Stock market salesman (oh I meant financial advisors) are pointing out that some blue chip stocks are paying bigger dividends than the return on bonds. They don’t mention that dividends can dry up overnight at the whim of corporate CEO’s who put their own paycheck at the top of the “to do” list and paying your dividends at the very bottom. Your investment can also evaporate with the next flash crash and take decades to “recover” not counting inflation and if you are in managed fund, it can disappear completely.
Bonds are not without their own risks. The bond market appears headed for its own bubble and while your investment is relatively safe in that the literal default of the US government is generally believed to be unlikely. The problem is that they pay in USD and the dollar’s value is subject to hyper inflation that could make bonds in reality not worth much at all. China has been taking advantage of the bullish bond market to unload US debt, selling more than 3% of its US Treasury holdings May and a similar amount in June.
I do often refer to deflation which in theory would make bonds a great bet but the problem is that there is such a huge amount of Treasury debt, that there is no way that the casino could pay off. You can have hyper inflation of prices and deflation of assets at the same time, in the seventies they called this sort of thing stagflation.
Basically it’s all a rigged game to separate the middle class from its wealth and redistribute it to the top one tenth of one percent. There is no way to out-smart the system, the wheel will never stop on your number. Even putting all your money into gold won’t protect you, although I’m not opposed to owning some if you don’t have room for anymore canned goods.

Oh, and eight more banks failed on Friday, the FDIC said early in the year that they expected the peak in failures would come in the third quarter. There are about 2000 banks that are on shaky ground so the peak isn’t anywhere in sight. It’s commercial loans dragging these banks under and not mortgages. Small business is still in full decline, none of the policies of the last thirty years have been changed and if the neo-austerity that is being contemplated in Washington comes to pass, the work of Ronald Reagan will be complete. That pesky middle class who thinks they should live the American Dream will become extinct once and for all. www.prairie2.com
7 comments:
What drives me crazy is that everyone talks about a "recovery" that, if it isn't quite here yet is on the way. Even some honest sounding people (Dean Baker) don't come out and say THE JOBS ARE NOT COMING BACK.
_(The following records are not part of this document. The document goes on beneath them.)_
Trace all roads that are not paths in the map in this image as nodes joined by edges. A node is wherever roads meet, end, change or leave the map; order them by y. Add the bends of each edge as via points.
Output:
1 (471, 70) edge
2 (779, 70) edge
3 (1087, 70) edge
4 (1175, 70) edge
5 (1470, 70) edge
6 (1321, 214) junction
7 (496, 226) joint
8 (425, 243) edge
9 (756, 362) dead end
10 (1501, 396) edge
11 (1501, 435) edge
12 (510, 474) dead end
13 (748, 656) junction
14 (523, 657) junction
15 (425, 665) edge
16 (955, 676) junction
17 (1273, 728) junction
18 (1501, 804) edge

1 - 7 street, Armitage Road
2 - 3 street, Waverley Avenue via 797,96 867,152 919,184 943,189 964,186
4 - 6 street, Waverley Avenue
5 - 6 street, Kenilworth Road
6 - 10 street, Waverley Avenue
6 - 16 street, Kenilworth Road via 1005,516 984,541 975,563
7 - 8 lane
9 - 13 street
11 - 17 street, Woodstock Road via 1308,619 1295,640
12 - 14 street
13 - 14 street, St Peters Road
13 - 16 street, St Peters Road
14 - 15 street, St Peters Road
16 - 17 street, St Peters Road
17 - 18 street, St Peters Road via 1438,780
Only you, P2, will admit that the destruction of the middle class was the design all along and it is pretty much accomplished.
BTW, I just finished a book by Thomas Geoghegan: Were You Born on the Wrong Continent?
It's written in an impressionistic kind of way -- no boring lectures, plenty of what he saw and thought during several trips to Germany.
He describes how living in a social democracy could operate, where people have a say on the job as well as at the ballot box. And the implications of that kind of involvement.
One of Geoghegan's interviewee's, after explaining aspects of their economic system, ended by saying, "And people get to live in a just society."
That hit hard! Summed up in a flash just how bad off we are.
Just sold most of the rest of my stocks. I'll buy them back when they are at 1.00.
I think in the long run canned goods will out pace gold.Gold may seem a safe bet, but I'm thinking ahead. Isn't that what savy investors do? Getting in now in the canned goods market seems a win win opportunity, especially in the spendy catagories, like asparagus spears. Also, I bet in the coming future the can could prove more valuable than it's contents.
If you want to speculate in the "canning" market. Home canning could become popular during a post industrial "economy" and jar lids maybe hard to come by. Also being able to dry food might become a handy thing to know how to do.
Gold may be good, but I'm thinking of investing in canned goods to add to my portfolio. Not in a cannery, or canned good company, but in the goods themselves. Like all savy investors do, I'm thinking ahead of the game, and I see big things happening in goods like asparagus spears. Who knows what the next big thing will be?
"Everyone" is bailing out of stocks and buying bonds? The herd mentality? Like the internet bubble and the real estate bubble. Everyone piling in? Well, I say, do the opposite. Get rid of your govt. bonds and buy stocks.
Doing the opposite of the herd is thinking that the lion depends on.